This document aims to describe the goals and constraints of the Cumulus
design.

========================================================================

OVERALL GOALS: Efficient creation and storage of multiple backup
snapshots of a filesystem tree.  Logically, each snapshot is
self-contained and stores the state of all files at a single point in
time.  However, it should be possible for snapshots to share the same
underlying storage, so that data duplicated in many snapshots need not
be stored multiple times.  It should be possible to delete old
snapshots, and recover (most of) the storage associated with them.  It
must be possible to delete old backups in any order; for example, it
must be possible to delete intermediate backups before long-term
backups.  It should be possible to recover the files in a snapshot
without transferring significantly more data than that stored in the
files to be recovered.

CONSTRAINTS: The system should not rely upon a smart server at the
remote end where backups are stored.  It should be possible to create
new backups using a single primitive: StoreFile, which stores a string
of bytes at the backup server using a specified filename.  Thus, backups
can be run over any file transfer protocol, without requiring special
software be installed on the storage server.

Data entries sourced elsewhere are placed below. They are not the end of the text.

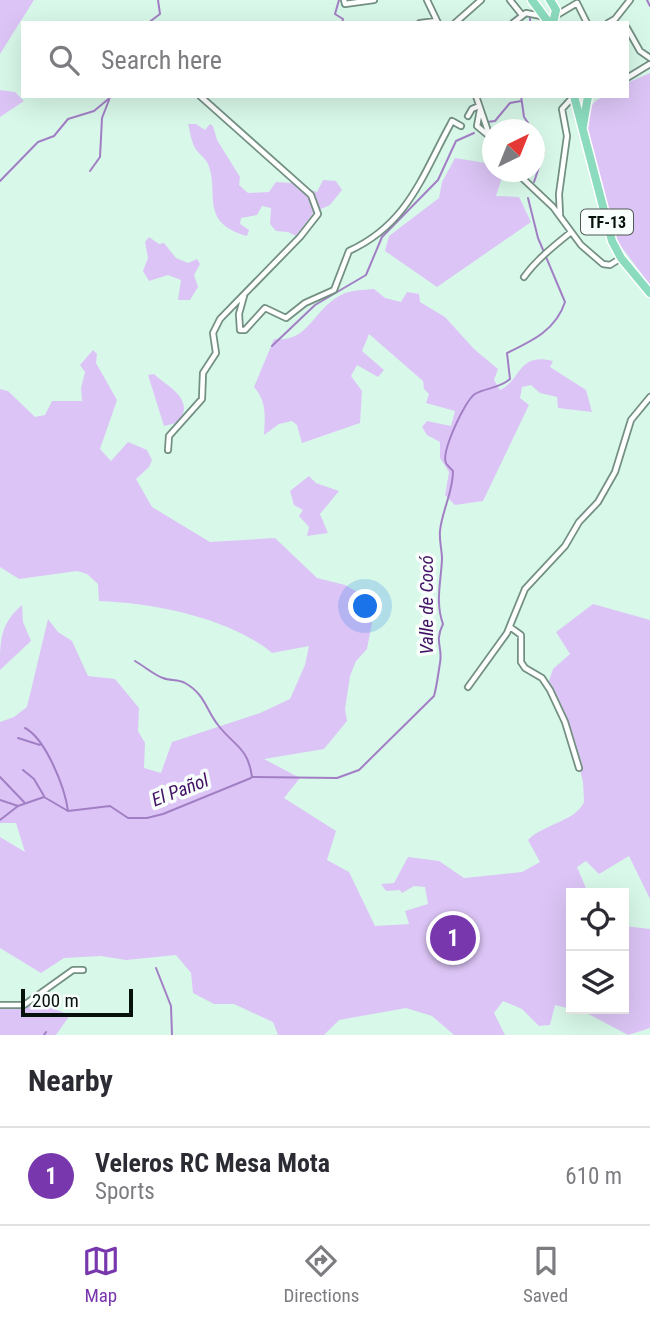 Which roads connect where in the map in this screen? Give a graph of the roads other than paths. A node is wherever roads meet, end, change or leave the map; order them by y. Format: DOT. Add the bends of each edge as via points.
graph roads {
  1 [pos="344,0"];
  2 [pos="374,0"];
  3 [pos="427,0"];
  4 [pos="481,0"];
  5 [pos="510,0"];
  6 [pos="532,0"];
  7 [pos="550,0"];
  8 [pos="630,0"];
  9 [pos="577,2"];
  10 [pos="521,18"];
  11 [pos="549,19"];
  12 [pos="438,21"];
  13 [pos="457,21"];
  14 [pos="586,21"];
  15 [pos="617,21"];
  16 [pos="629,32"];
  17 [pos="650,58"];
  18 [pos="650,64"];
  19 [pos="629,77"];
  20 [pos="202,98"];
  21 [pos="477,98"];
  22 [pos="572,98"];
  23 [pos="574,98"];
  24 [pos="589,101"];
  25 [pos="575,107"];
  26 [pos="480,108"];
  27 [pos="468,116"];
  28 [pos="461,126"];
  29 [pos="482,130"];
  30 [pos="584,139"];
  31 [pos="526,182"];
  32 [pos="560,215"];
  33 [pos="571,232"];
  34 [pos="621,258"];
  35 [pos="524,278"];
  36 [pos="650,293"];
  37 [pos="245,295"];
  38 [pos="650,397"];
  39 [pos="168,450"];
  40 [pos="510,627"];
  41 [pos="468,687"];
  42 [pos="579,768"];
  43 [pos="83,970"];
  44 [pos="0,1005"];
  1 -- 2 [label="street" via="345,4"];
  3 -- 12 [label="street"];
  4 -- 13 [label="street"];
  5 -- 10 [label="street"];
  6 -- 10 [label="street"];
  6 -- 11 [label="main road"];
  7 -- 11 [label="main road"];
  8 -- 15 [label="street"];
  9 -- 11 [label="street"];
  9 -- 14 [label="street"];
  10 -- 11 [label="street"];
  16 -- 17 [label="street"];
  18 -- 19 [label="street"];
  20 -- 37 [label="street" via="317,205 318,214 300,237"];
  21 -- 26 [label="street"];
  22 -- 32 [label="street" via="562,109 567,136"];
  23 -- 25 [label="main road, TF-13"];
  24 -- 25 [label="main road, TF-13"];
  24 -- 30 [label="main road, TF-13"];
  25 -- 30 [label="main road, TF-13"];
  26 -- 27 [label="street" via="472,109"];
  26 -- 29 [label="street" via="477,126"];
  28 -- 37 [label="street" via="453,121 450,125 402,211 368,243 349,251 334,290 286,318 265,308 240,330"];
  30 -- 34 [label="main road, TF-13" via="612,241"];
  31 -- 32 [label="street"];
  32 -- 33 [label="street"];
  33 -- 34 [label="street" via="603,264"];
  33 -- 35 [label="street" via="539,258"];
  34 -- 36 [label="main road, TF-13"];
  37 -- 39 [label="street" via="213,332 216,354 203,373 202,399 169,436"];
  38 -- 40 [label="street" via="631,420 615,472 598,502 565,547 525,589"];
  40 -- 41 [label="street"];
  40 -- 42 [label="street" via="521,635 521,662 550,690"];
  43 -- 44 [label="street" via="73,970 24,1004"];
}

========================================================================

DESIGN APPROACHES

STORING INCREMENTAL BACKUPS

One simple approach is to simply store a copy of every file one the
remote end, and construct a listing which tells where each file in the
source ends up on the remote server.  For subsequent backups, if a file
is unchanged, the listing can simply point to the location of the file
from the previous backup.  Deleting backups is simple: delete the
listing file for a particular snapshot, then garbage collect all files
which are no longer referenced.

This approach does not as efficiently handle partial changes to large
files.  If a file is changed at all, it needs to be transferred in its
entirety.  One approach is to represent intra-file changes by storing
patches.  The original file is kept, and a smaller file is transferred
that stores the differences between the original and the new.  Some care
is needed, however.  A series of small changes could accumulate over
many snapshots.  If each snapshot refers to the original file, much data
will be duplicated between the patches in different snapshots.  If each
patch can refer to previous patches as well, a long chain of patches can
build up, which complicates removing old backups to reclaim storage.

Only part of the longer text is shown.